Browsing security

The news is full of the story of AOL giving away search history. Yes, Google withstood a government request to see data, but others caved in and turned it over. Google says they keep everything for a month and it is under tight security. I’m not persuaded they need to keep anything at all, and I’m sure most people didn’t know they did this.

Is there any privacy protection using Devon Agent? Do you keep a history of every search I make? If so, how long do you keep it, and how well is it protected?

I think I understand that Devon Agent is an “aggregator” (is that the right term?), querying multiple search engines; is my computer identified at each of those sites?

Just enable private browsing and DEVONagent doesn’t remember last visited sites (history), doesn’t remember search terms (search history) and doesn’t use the disk cache.

It could be identified if your Internet connection has a static IP address (but that’s true for ANY access to web sites).

You can use tor encrypted tunnelling system and privoxy but either are ppc compiled and outdated :frowning:

DCBerk wrote:

Just to clarify, DEVONtechnologies keeps no record of your searches. But your computer does keep a history, unless, as Christian suggested, you select the private browsing feature of DEVONagent. Then the computer that you are using doesn’t keep the history of the sites you have visited and the searches you have made.

As to your question about the other search engines that DEVONagent uses and, for that matter, email and other uses of the Internet you may make using DEVONagent or other applications, the answer is that you should never assume that any communication you make on the Internet is necessarily private. An email message that you send may, for example, be stored in multiple locations on the Internet or archived by your ISP and the receiver’s host and computer.

I do online banking and make online purchases using a credit card. I do so with full knowledge of the potentials that my funds could be diverted by a bad guy. It’s never happened to me, but it does happen. On the other hand, my bank and credit card company have agreed to protect me if I’m taking reasonable care, so my overall risk is slight compared to the convenience.

As a practical matter your government probably isn’t in the least interested in you. Your privacy concerns are much more likely to be real for anyone interested in marketing goods or services to you, or stealing your identity and your banking password.

Have you noticed that Amazon is watching what you do on their site and may suggest other items that you might be interested in buying? Or that Google is watching what you search and may tailor ads related to your possible interests?

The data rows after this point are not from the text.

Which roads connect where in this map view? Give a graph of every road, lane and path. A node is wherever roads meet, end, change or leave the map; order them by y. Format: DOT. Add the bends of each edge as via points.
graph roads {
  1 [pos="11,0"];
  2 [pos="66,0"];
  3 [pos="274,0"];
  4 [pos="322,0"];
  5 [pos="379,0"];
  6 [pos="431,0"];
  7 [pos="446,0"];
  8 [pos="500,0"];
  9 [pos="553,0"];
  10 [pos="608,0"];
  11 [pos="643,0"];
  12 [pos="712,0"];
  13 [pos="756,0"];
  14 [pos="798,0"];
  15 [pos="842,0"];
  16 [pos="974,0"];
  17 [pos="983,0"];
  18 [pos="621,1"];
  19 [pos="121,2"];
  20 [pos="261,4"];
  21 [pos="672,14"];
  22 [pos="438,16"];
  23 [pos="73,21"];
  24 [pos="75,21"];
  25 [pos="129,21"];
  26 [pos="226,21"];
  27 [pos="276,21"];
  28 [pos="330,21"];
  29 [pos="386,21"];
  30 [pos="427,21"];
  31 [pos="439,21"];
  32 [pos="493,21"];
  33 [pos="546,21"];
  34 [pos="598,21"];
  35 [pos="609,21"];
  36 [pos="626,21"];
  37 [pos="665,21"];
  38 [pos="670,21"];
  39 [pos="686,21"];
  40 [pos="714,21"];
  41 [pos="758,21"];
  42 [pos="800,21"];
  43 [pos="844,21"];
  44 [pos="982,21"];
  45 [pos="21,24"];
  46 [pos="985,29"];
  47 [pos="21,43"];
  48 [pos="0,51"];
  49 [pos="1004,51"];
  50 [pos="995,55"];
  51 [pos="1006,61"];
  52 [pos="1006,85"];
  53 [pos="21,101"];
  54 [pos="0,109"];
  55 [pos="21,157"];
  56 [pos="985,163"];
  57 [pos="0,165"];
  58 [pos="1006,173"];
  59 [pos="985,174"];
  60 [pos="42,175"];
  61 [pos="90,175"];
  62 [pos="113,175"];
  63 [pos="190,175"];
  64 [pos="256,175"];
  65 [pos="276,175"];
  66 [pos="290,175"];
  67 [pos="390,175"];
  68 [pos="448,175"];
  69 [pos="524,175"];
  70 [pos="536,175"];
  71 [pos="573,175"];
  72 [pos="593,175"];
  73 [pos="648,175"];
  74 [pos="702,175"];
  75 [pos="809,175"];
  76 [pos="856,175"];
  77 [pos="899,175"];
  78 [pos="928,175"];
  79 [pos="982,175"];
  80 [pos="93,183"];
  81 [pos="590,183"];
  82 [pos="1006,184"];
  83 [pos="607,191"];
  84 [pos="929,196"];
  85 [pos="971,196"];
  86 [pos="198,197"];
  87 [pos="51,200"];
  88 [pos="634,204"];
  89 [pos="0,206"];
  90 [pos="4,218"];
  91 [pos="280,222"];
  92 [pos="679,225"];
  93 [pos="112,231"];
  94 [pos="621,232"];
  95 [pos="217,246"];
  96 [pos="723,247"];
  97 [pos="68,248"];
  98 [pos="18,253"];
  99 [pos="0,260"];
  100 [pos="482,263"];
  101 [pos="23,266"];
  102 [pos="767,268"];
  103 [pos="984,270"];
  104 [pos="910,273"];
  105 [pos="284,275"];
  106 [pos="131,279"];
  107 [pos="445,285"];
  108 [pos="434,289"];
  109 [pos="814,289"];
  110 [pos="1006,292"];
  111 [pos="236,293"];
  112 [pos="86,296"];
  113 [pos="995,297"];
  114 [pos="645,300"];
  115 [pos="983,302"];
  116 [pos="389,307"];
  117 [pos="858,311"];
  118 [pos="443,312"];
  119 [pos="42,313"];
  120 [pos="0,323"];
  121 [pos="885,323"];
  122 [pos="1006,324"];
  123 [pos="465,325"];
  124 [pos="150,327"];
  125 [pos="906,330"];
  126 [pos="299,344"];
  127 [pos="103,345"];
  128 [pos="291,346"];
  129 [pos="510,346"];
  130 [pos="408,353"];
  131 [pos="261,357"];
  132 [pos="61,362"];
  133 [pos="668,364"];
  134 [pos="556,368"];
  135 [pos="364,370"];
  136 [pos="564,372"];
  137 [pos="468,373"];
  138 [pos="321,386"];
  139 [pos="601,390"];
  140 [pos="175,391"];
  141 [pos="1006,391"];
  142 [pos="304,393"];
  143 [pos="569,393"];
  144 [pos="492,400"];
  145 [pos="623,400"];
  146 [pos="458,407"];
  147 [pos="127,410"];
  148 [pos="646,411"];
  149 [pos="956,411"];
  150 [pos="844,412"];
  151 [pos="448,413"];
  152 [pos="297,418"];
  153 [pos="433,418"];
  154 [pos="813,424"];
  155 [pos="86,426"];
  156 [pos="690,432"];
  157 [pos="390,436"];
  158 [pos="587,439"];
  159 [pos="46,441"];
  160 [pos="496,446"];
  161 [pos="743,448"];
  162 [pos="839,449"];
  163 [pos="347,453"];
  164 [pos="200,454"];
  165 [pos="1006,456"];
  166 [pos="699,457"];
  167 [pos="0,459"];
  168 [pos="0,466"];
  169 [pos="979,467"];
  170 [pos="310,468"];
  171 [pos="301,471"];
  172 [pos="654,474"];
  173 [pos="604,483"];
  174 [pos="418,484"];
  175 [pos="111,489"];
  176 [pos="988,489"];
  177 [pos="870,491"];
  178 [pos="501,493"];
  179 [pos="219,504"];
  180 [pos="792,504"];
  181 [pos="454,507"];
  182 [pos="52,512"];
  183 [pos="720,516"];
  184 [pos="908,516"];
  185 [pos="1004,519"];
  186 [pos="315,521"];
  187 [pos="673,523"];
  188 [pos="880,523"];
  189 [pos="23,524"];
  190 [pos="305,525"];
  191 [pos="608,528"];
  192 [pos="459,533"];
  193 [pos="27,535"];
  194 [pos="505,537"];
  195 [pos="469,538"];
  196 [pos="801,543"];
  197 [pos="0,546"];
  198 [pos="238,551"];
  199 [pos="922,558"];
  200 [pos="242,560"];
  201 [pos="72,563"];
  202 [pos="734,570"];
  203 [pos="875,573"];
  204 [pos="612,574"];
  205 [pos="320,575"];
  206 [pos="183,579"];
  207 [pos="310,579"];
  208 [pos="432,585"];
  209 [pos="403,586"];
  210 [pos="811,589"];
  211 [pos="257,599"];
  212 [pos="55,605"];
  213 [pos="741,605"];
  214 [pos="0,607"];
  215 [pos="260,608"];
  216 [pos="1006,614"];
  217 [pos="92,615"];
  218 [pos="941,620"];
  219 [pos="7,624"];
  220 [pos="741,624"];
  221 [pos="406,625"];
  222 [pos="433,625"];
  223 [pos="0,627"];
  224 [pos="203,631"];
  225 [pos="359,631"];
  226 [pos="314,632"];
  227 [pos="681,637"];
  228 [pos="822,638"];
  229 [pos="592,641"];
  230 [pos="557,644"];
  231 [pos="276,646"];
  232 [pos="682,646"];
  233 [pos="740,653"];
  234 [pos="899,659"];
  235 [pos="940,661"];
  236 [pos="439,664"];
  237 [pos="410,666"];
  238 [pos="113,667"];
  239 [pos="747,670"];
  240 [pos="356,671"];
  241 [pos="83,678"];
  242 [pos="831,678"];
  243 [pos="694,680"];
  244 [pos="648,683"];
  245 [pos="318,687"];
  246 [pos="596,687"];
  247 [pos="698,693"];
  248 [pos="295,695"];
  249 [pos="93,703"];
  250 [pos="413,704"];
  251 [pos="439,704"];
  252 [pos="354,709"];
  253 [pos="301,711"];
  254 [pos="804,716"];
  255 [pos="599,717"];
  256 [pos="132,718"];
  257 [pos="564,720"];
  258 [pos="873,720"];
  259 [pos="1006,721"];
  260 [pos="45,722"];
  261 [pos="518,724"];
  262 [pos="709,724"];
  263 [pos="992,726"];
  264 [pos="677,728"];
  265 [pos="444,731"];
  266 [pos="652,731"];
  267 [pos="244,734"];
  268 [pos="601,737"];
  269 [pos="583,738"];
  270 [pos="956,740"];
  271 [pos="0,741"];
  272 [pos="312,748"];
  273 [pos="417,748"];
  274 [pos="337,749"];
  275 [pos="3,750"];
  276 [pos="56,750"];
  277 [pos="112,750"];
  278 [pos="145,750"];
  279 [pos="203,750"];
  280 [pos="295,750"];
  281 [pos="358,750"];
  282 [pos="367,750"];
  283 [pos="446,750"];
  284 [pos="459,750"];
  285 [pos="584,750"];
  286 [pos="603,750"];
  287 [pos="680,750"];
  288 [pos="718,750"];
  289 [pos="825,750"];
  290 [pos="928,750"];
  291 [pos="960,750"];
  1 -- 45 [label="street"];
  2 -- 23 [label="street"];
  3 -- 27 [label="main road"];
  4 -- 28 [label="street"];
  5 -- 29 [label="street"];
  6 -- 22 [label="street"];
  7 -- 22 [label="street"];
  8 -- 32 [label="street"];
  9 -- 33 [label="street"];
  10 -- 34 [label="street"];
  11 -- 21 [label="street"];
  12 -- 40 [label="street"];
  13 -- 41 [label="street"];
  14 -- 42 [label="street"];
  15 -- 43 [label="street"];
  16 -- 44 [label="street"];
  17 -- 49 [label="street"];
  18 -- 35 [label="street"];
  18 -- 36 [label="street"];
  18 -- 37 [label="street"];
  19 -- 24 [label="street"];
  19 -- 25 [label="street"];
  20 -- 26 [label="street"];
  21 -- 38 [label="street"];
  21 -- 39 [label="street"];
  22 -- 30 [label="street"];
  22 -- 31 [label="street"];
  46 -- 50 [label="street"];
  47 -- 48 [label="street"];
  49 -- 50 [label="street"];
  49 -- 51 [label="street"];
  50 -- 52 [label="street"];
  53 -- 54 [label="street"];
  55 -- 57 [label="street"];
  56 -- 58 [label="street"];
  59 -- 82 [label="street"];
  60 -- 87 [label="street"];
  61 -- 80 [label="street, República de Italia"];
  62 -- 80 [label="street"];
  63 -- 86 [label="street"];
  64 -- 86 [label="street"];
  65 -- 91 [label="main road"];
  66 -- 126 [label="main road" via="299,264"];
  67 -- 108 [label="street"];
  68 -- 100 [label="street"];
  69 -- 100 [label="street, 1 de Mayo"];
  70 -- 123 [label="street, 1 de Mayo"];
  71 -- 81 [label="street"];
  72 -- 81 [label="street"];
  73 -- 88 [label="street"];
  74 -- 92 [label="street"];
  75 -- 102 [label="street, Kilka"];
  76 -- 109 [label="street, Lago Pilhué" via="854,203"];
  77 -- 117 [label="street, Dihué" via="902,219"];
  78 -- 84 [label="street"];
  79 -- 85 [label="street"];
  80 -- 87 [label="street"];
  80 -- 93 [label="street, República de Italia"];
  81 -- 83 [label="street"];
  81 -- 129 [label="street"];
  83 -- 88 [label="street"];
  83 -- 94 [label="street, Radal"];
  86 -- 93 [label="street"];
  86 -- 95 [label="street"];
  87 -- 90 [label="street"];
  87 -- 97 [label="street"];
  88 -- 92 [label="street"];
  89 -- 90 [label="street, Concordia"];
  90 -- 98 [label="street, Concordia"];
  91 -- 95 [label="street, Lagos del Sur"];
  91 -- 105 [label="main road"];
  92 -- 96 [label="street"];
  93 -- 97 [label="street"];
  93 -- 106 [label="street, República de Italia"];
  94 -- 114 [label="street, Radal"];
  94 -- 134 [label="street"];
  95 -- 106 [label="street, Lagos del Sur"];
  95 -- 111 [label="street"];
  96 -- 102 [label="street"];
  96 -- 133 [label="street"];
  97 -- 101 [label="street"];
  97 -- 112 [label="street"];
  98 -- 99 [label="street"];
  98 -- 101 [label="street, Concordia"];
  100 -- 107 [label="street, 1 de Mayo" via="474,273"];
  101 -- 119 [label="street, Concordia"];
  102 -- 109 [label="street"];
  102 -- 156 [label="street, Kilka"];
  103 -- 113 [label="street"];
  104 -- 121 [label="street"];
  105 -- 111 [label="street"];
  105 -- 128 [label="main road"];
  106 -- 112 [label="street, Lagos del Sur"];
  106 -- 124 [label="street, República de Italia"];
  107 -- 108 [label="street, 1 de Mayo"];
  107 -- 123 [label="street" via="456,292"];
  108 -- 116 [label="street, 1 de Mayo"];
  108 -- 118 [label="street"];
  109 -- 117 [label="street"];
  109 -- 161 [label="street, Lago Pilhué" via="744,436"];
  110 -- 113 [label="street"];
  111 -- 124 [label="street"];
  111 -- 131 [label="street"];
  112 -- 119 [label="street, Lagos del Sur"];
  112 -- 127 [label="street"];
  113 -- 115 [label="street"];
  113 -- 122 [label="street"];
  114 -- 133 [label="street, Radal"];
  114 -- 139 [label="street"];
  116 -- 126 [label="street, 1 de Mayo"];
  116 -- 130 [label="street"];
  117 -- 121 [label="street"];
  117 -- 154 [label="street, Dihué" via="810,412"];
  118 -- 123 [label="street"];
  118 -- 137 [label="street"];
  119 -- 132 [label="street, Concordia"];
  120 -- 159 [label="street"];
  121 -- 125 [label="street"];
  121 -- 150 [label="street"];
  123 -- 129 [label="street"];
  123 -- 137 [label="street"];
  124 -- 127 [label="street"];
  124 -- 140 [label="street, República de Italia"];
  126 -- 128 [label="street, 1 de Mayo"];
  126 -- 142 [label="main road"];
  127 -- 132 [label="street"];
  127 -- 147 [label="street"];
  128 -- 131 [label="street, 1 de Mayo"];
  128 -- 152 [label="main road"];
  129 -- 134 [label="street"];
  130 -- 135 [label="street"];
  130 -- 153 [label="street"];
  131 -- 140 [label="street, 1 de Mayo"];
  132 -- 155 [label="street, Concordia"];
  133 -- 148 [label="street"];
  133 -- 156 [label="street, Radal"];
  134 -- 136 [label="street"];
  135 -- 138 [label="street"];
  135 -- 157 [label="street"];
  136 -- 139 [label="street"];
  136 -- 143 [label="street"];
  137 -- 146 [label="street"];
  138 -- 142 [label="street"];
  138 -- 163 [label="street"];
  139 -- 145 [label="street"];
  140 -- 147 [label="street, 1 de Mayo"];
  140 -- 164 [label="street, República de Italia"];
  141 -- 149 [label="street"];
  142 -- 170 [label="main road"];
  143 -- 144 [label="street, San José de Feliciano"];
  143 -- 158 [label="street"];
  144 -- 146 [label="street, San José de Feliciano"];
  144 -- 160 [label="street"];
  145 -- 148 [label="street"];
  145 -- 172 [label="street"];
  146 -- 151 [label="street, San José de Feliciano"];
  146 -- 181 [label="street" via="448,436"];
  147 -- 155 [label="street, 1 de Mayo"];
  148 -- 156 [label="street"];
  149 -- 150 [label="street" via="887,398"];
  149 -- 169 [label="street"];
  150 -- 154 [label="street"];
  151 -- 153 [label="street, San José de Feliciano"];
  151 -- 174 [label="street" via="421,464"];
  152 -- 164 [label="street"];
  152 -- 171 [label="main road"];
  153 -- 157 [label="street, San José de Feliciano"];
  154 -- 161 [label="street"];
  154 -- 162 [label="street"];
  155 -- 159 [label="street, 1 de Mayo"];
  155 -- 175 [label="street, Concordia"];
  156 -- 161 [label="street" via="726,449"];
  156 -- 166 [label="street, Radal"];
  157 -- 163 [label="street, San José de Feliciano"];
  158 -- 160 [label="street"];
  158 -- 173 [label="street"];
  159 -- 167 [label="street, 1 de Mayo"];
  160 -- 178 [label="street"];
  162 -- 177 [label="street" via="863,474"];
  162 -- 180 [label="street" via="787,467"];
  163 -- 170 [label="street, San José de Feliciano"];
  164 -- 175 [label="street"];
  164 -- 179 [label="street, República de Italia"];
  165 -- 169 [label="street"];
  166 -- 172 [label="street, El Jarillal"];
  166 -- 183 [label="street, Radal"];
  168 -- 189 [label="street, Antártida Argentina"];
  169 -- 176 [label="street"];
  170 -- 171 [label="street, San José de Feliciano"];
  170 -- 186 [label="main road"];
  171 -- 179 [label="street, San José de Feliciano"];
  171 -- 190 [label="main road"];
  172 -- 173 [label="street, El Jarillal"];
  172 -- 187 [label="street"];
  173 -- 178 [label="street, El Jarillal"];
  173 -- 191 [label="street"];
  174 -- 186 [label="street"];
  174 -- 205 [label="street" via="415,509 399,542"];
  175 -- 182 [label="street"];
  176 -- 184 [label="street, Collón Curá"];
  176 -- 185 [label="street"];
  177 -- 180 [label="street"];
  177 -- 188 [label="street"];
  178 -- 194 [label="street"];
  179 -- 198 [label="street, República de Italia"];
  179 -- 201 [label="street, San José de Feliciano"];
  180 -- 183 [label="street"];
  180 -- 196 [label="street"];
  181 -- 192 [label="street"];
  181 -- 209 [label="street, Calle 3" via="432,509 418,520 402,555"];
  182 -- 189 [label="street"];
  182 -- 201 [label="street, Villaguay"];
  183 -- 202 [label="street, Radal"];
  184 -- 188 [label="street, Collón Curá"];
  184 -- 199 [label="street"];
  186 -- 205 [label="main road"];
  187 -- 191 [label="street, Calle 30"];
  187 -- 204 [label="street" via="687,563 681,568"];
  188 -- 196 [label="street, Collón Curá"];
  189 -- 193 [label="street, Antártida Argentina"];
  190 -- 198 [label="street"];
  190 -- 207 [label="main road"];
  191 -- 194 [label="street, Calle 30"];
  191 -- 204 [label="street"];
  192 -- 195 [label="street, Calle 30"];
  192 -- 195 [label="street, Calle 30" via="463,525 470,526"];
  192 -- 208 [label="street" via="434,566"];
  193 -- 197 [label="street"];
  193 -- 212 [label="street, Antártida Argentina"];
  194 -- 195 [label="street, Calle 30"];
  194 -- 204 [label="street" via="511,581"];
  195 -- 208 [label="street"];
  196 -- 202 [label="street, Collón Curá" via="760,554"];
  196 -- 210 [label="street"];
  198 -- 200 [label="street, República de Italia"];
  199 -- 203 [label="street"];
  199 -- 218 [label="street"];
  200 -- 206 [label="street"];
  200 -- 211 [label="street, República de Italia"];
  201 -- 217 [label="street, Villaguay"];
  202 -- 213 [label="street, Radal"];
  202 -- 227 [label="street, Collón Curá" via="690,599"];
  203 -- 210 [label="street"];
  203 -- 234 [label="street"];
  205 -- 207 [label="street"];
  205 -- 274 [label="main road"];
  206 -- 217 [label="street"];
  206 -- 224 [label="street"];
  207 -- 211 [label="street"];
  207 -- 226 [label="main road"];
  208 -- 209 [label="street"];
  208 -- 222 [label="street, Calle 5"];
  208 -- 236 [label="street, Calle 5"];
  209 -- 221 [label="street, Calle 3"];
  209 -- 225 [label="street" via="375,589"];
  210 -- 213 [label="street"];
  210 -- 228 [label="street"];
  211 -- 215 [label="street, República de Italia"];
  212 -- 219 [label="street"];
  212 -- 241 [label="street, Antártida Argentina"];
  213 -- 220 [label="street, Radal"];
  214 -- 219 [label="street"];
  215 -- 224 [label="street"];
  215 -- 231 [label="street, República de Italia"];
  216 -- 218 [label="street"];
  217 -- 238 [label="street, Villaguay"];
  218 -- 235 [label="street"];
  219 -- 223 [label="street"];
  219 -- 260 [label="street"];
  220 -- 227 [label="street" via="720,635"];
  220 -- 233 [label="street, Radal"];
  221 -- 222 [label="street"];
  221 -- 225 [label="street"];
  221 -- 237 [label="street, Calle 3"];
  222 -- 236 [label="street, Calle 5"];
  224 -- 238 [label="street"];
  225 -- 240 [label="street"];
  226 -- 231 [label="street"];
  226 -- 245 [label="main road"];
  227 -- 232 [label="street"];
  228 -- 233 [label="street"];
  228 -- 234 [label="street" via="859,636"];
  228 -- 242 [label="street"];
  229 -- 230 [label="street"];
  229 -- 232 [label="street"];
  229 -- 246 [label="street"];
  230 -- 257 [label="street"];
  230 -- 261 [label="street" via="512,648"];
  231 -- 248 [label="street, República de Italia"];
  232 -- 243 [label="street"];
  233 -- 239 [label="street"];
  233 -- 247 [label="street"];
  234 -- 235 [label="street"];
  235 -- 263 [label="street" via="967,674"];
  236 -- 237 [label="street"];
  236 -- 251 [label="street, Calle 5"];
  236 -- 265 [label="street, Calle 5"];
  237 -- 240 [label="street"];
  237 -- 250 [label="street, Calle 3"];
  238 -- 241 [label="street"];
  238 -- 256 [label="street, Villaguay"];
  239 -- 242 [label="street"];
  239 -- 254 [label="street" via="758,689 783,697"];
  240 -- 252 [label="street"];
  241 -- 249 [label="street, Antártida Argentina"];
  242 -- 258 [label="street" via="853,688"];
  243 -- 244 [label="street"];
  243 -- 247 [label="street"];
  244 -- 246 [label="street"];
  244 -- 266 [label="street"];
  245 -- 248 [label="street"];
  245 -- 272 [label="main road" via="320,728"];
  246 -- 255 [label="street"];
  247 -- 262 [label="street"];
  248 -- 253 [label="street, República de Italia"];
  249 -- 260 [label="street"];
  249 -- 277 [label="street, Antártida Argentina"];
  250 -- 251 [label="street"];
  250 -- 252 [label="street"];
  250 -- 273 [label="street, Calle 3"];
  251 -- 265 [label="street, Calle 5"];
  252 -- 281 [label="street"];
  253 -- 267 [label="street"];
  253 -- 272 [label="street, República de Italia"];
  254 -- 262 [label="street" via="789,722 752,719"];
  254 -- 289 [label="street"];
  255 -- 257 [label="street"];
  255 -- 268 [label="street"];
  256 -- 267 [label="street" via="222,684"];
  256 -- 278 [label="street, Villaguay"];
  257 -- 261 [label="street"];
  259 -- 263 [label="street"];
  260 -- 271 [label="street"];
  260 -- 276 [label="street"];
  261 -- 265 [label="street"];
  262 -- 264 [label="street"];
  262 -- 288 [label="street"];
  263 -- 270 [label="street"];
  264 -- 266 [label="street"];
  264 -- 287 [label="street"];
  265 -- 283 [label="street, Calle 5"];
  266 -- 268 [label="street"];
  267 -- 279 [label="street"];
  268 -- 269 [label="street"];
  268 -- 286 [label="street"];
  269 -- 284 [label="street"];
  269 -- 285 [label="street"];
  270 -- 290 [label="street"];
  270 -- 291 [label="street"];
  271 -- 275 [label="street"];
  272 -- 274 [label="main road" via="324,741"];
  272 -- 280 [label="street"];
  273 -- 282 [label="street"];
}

When you walk down a street in a city you are being observed by other people, walking past shop surveillance cameras and in general you are not in a private venue. If a crime occurs in a bank while you are walking past it, the odds are good that any surveillance cameras in the vicinity will be requested by a law enforcement agency, and they may watch you as you walked past the bank – and then ignore you if you weren’t doing anything suspicious. But a lot of crimes have been solved with the use of surveillance camera information and information from witnesses, and most of us would agree that is good.

The Internet isn’t a private venue, by its very nature. The entities that you do business with may monitor and record your behavior with the objective of increasing the business you do with them – and those are the good guys. There are many bad guys that would like to insert spyware on your computer (much easier to do on PCs than on Macs) in order to steal your financial and other private information, rather like pickpockets on the street who would like to steal your wallet – only more dangerous in reality. And then there are the guys who would like to kill you, without knowing or caring about you as a person.

It’s literally impossible to use the Internet without leaving some record somewhere, even if you use encrypted communications. So try never to write an email that would be embarrassing if it appears on the front page of the New York Times.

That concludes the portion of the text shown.